Alors que Suzanne se met à écrire pour reconstruire son histoire, celle d’un amour passionnel avec un écrivain qui avait presque trois fois son âge, Martin retrouve lui aussi peu à peu les gestes de la création et un certain goût à la vie. Chacun des personnages, liés par ce fil intime sans tout à fait le savoir, sont confrontés aux renoncements nécessaires pour se reconstruire durablement, pleinement, sereinement, et trouvent le chemin du deuil des amours anciennes pour pouvoir enfin aimer et se laisser aimer vraiment. Dans ce premier « véritable » roman de Sophie Lemp – après Le fil et Leur séparation, récits autobiographiques – on retrouve la plume sensible d’une auteure qui sait sonder les bouleversements tus, les jardins secrets : notre part la plus intime.

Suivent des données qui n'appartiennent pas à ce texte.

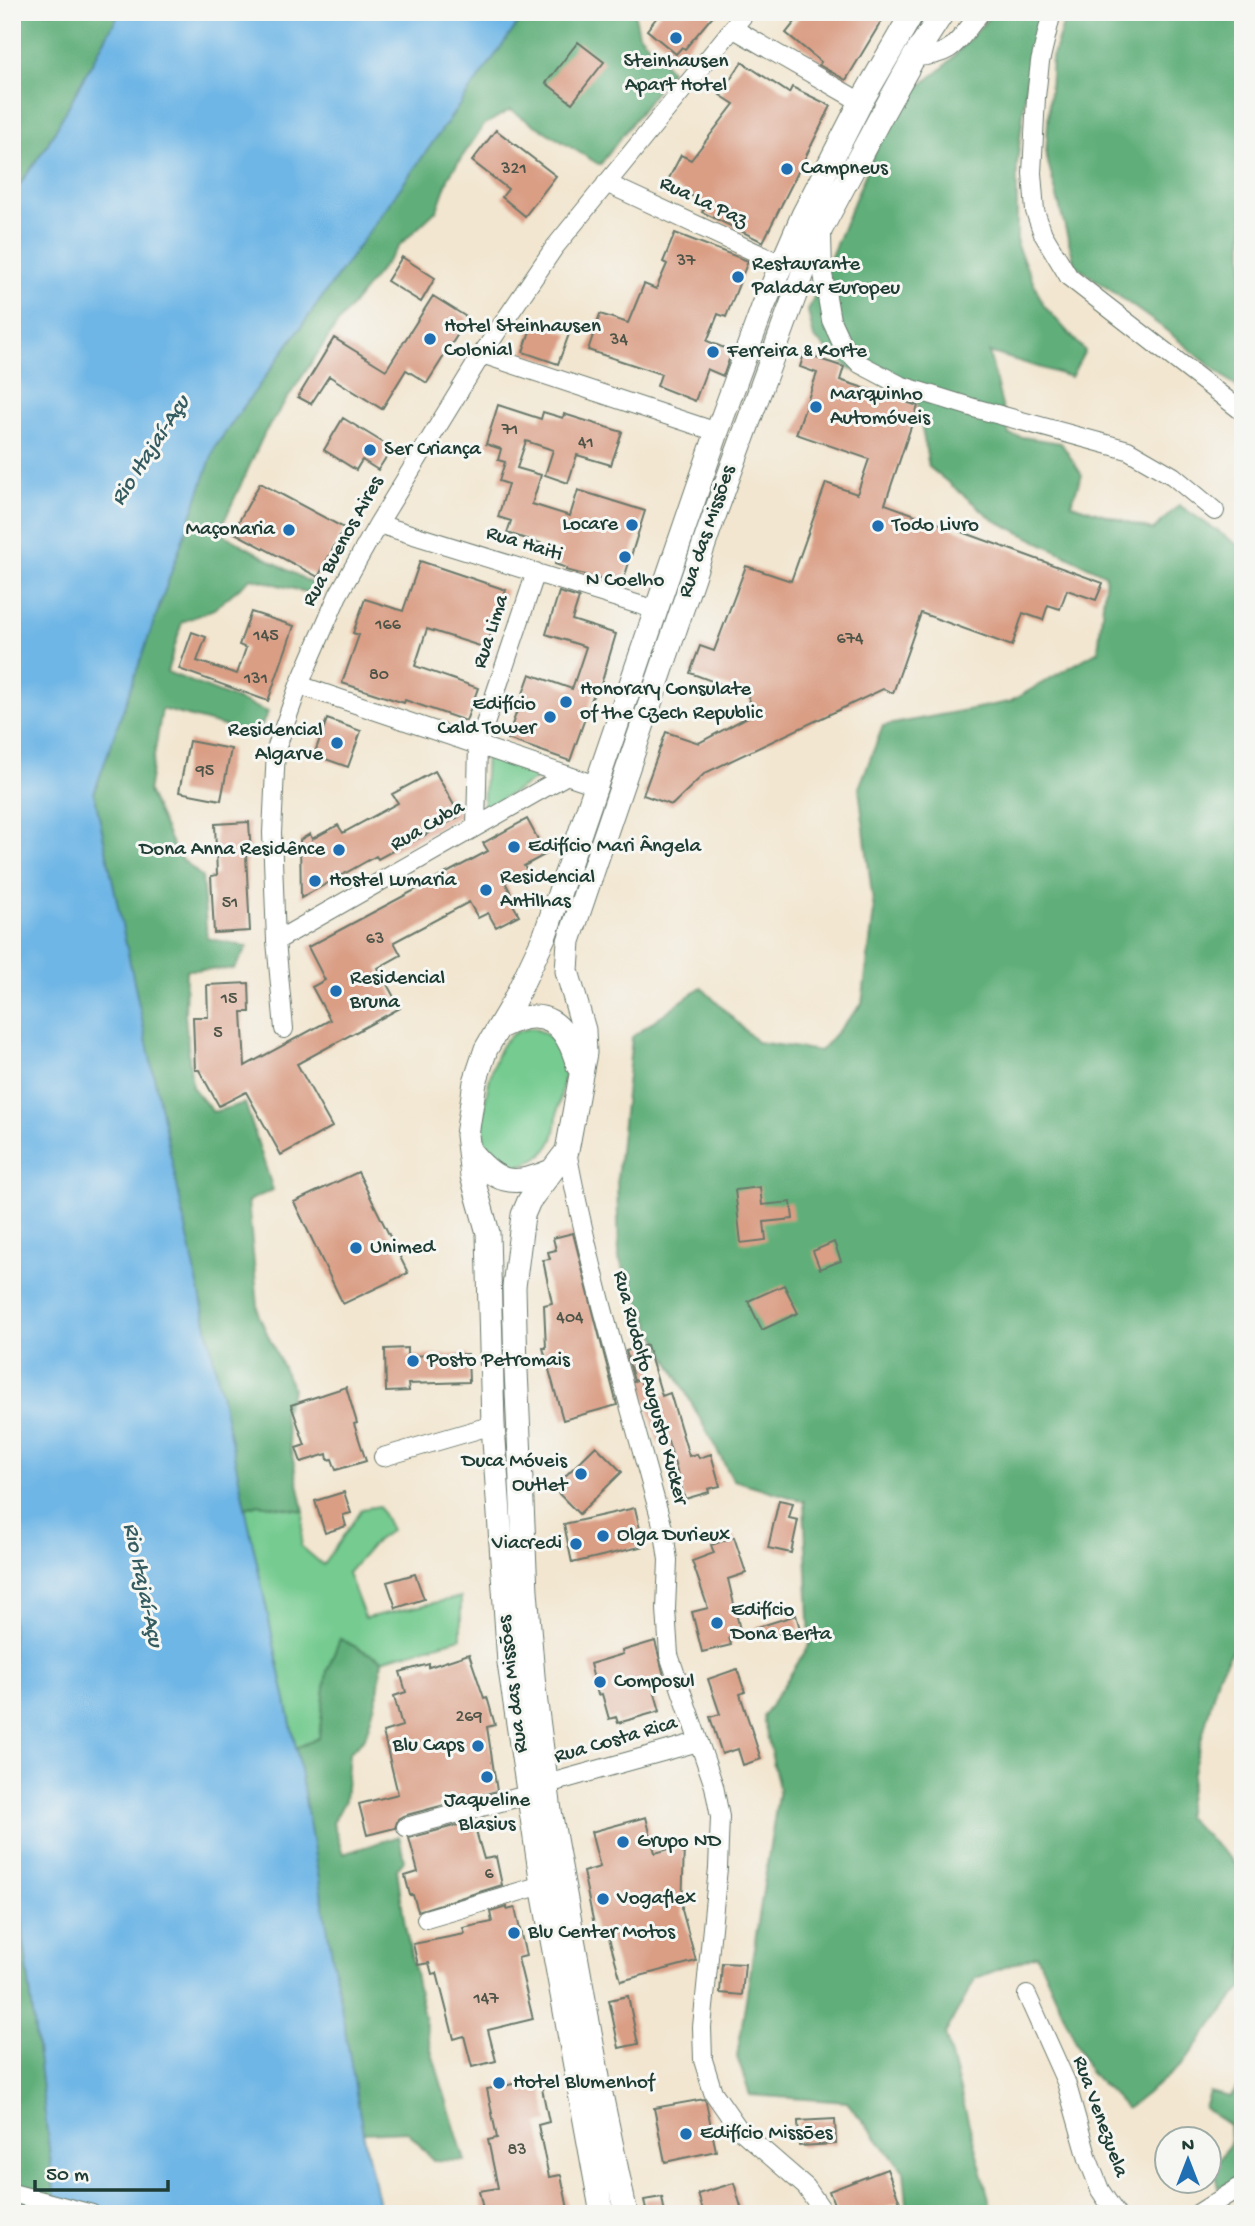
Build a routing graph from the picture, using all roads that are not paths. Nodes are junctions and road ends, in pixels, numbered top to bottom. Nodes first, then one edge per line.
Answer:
1 (746, 12) edge
2 (913, 12) edge
3 (943, 12) edge
4 (981, 12) edge
5 (1052, 12) edge
6 (734, 29) junction
7 (914, 57) junction
8 (861, 102) junction
9 (606, 183) junction
10 (821, 229) junction
11 (780, 264) junction
12 (482, 354) junction
13 (1243, 412) edge
14 (717, 432) junction
15 (733, 462) junction
16 (1215, 511) dead end
17 (378, 524) junction
18 (536, 572) junction
19 (656, 610) junction
20 (299, 685) junction
21 (478, 745) junction
22 (567, 775) junction
23 (596, 785) junction
24 (476, 826) junction
25 (276, 941) junction
26 (500, 1027) junction
27 (284, 1029) dead end
28 (581, 1079) junction
29 (469, 1150) junction
30 (560, 1160) junction
31 (493, 1425) junction
32 (383, 1457) dead end
33 (698, 1742) junction
34 (537, 1790) junction
35 (406, 1827) dead end
36 (542, 1885) junction
37 (426, 1919) dead end
38 (1027, 1995) dead end
39 (1243, 2185) edge
40 (12, 2193) edge
41 (92, 2214) edge
42 (602, 2214) edge
43 (625, 2214) edge
44 (825, 2214) edge
45 (1116, 2214) edge
46 (1197, 2214) edge

1 - 6 street, Rua Buenos Aires
2 - 8 main road, Rua das Missões
3 - 7 main road, Rua das Missões
4 - 7 street
5 - 13 street
6 - 8 street
6 - 9 street, Rua Buenos Aires
7 - 10 main road, Rua das Missões
8 - 11 main road, Rua das Missões
9 - 11 street, Rua La Paz
9 - 12 street, Rua Buenos Aires
10 - 15 main road, Rua das Missões
10 - 16 street
11 - 14 main road, Rua das Missões
12 - 14 street
12 - 17 street, Rua Buenos Aires
14 - 15 main road
14 - 19 main road, Rua das Missões
15 - 28 main road, Rua das Missões
17 - 18 street, Rua Haiti
17 - 20 street, Rua Buenos Aires
18 - 19 street, Rua Haiti
18 - 21 street, Rua Lima
19 - 23 main road, Rua das Missões
20 - 21 street
20 - 25 street, Rua Buenos Aires
21 - 22 street
21 - 24 street, Rua Lima
22 - 23 street
22 - 24 street, Rua Cuba
23 - 26 main road, Rua das Missões
24 - 25 street, Rua Cuba
25 - 27 street, Rua Buenos Aires
26 - 28 main road
26 - 29 main road
28 - 30 main road
29 - 30 main road
29 - 31 main road, Rua das Missões
30 - 33 street, Rua Rudolfo Augusto Kucker
30 - 34 main road, Rua das Missões
31 - 32 street
31 - 34 main road, Rua das Missões
33 - 34 street, Rua Costa Rica
33 - 44 street, Rua Rudolfo Augusto Kucker
34 - 35 street, Rua Costa Rica
34 - 36 main road, Rua das Missões
34 - 43 main road, Rua das Missões
36 - 37 street
36 - 42 main road, Rua das Missões
38 - 45 street, Rua Venezuela
39 - 46 street
40 - 41 street

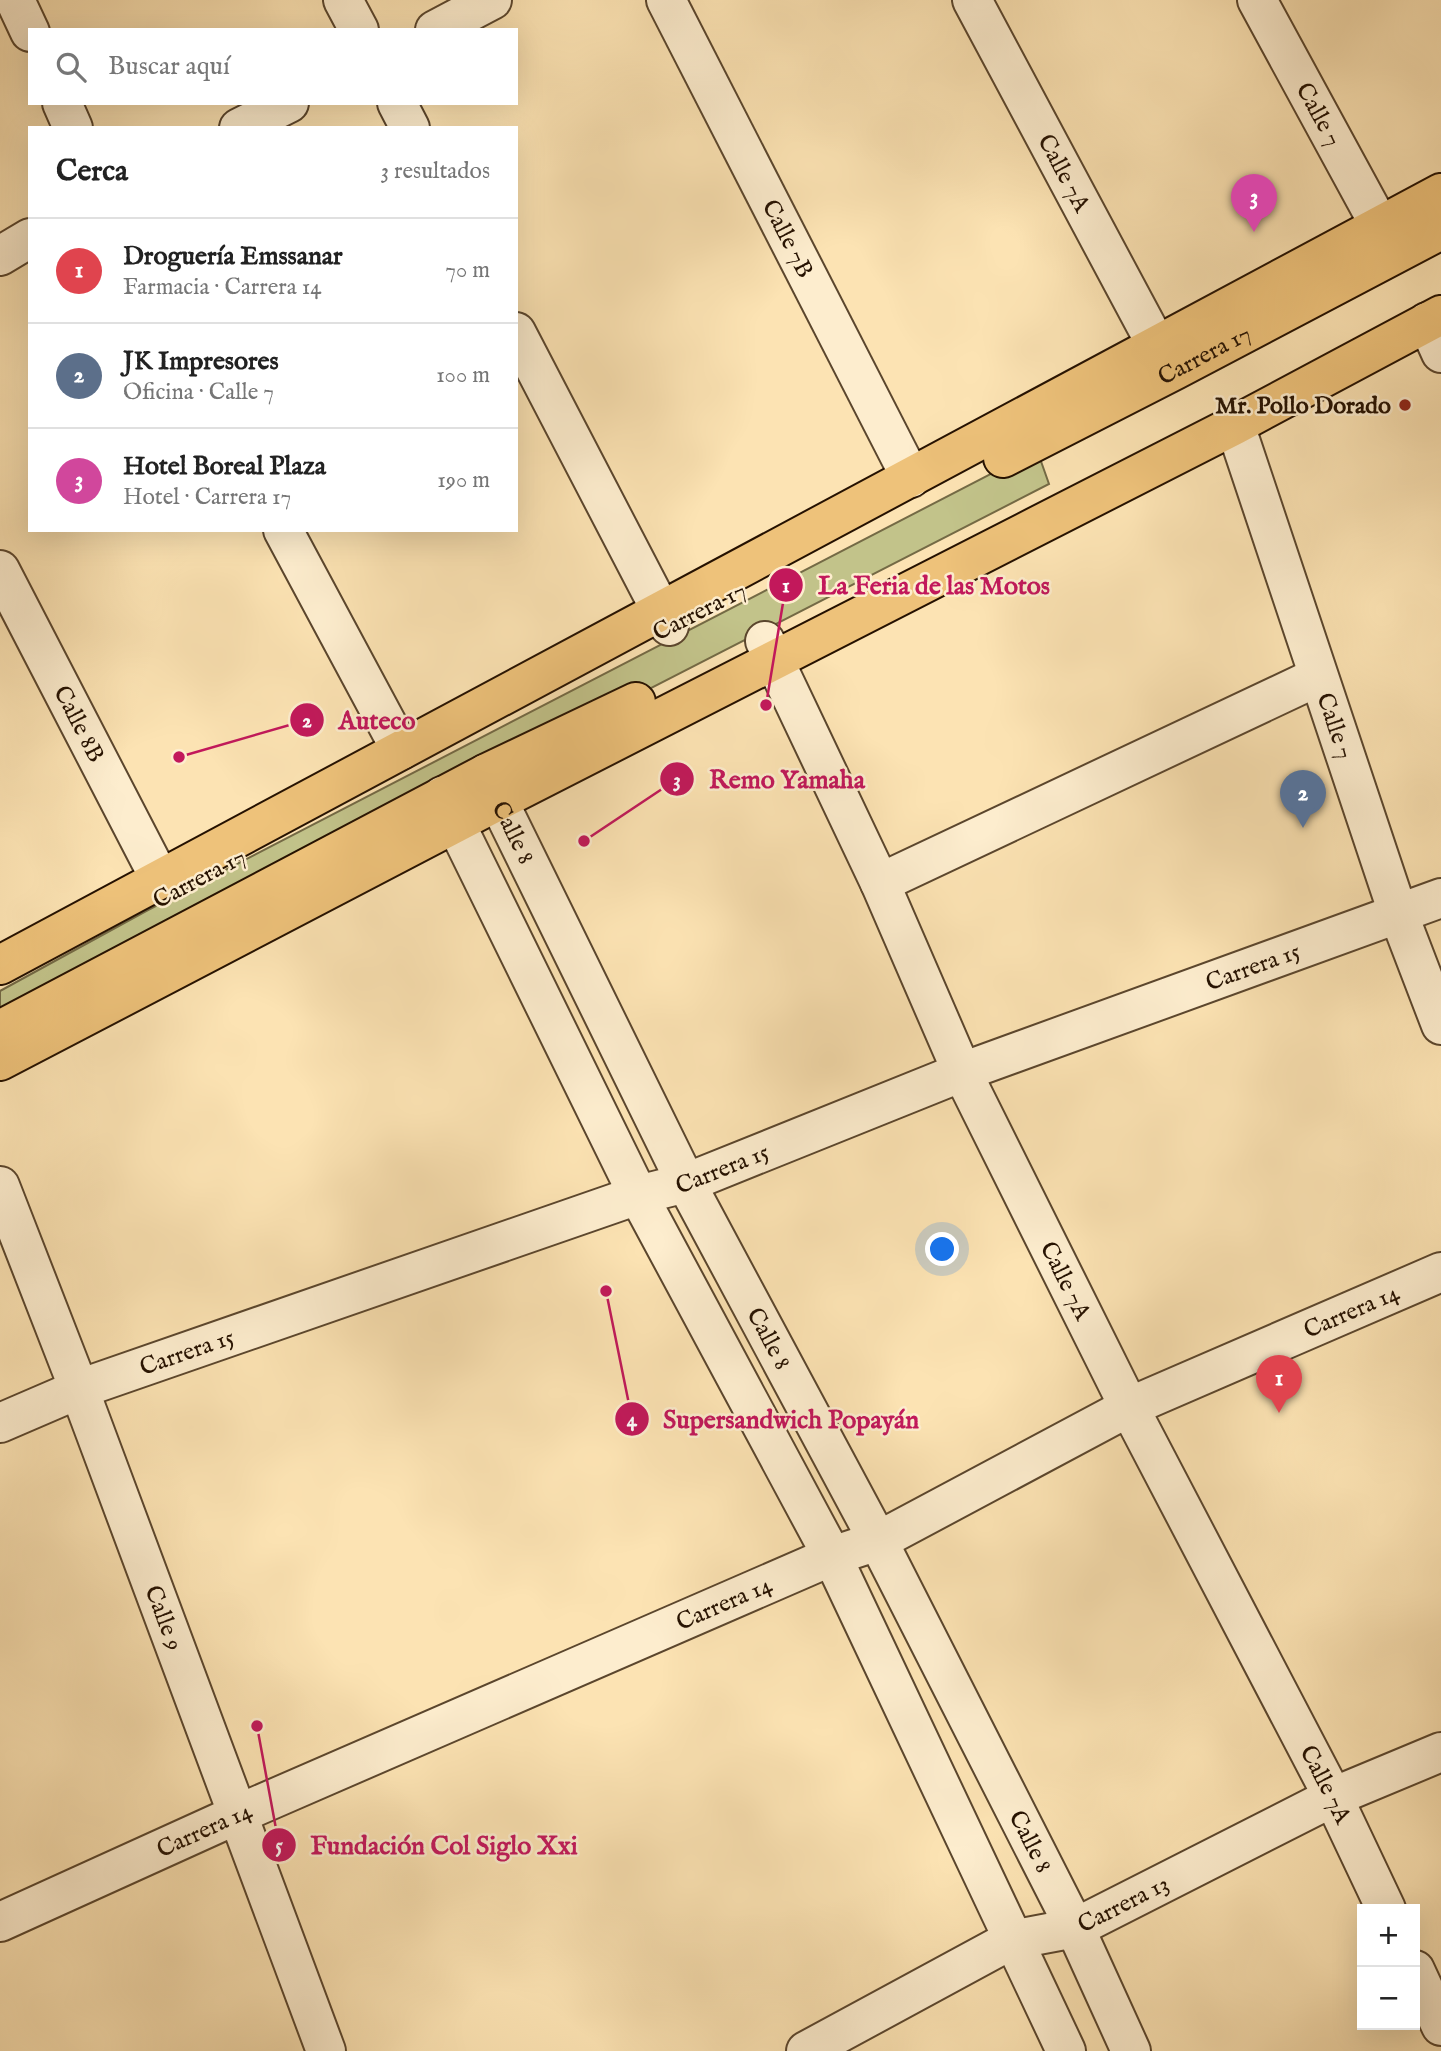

Dans le petit miroir accroché au mur, elle se regarde. Son reflet au-dessus du lavabo d’un restaurant, après avoir échangé son premier baiser avec Adrien, cet enfin ! qui lui était venu. Son corps tout entier observé après avoir pris un bain chez Serge un dimanche d’octobre. L’éclat de sa peau dans les toilettes de l’hôtel où elle venait de faire l’amour avec Antoine. La lumière tamisée d’une cabine d’essayage dans laquelle Vincent l’avait rejointe tandis qu’elle passait un nouveau soutien-gorge. Un premier cheveu blanc révélé dans la glace ronde de son poudrier, alors qu’elle avait accouché de Louise quelques heures auparavant. Dans les miroirs de Suzanne, une crainte toujours assombrissait la joie. La peur de se tromper, de souffrir, de ne pas savoir, de regretter. Ce soir, elle remarque l’absence de voile sur son visage. L’écriture a débusqué la peur.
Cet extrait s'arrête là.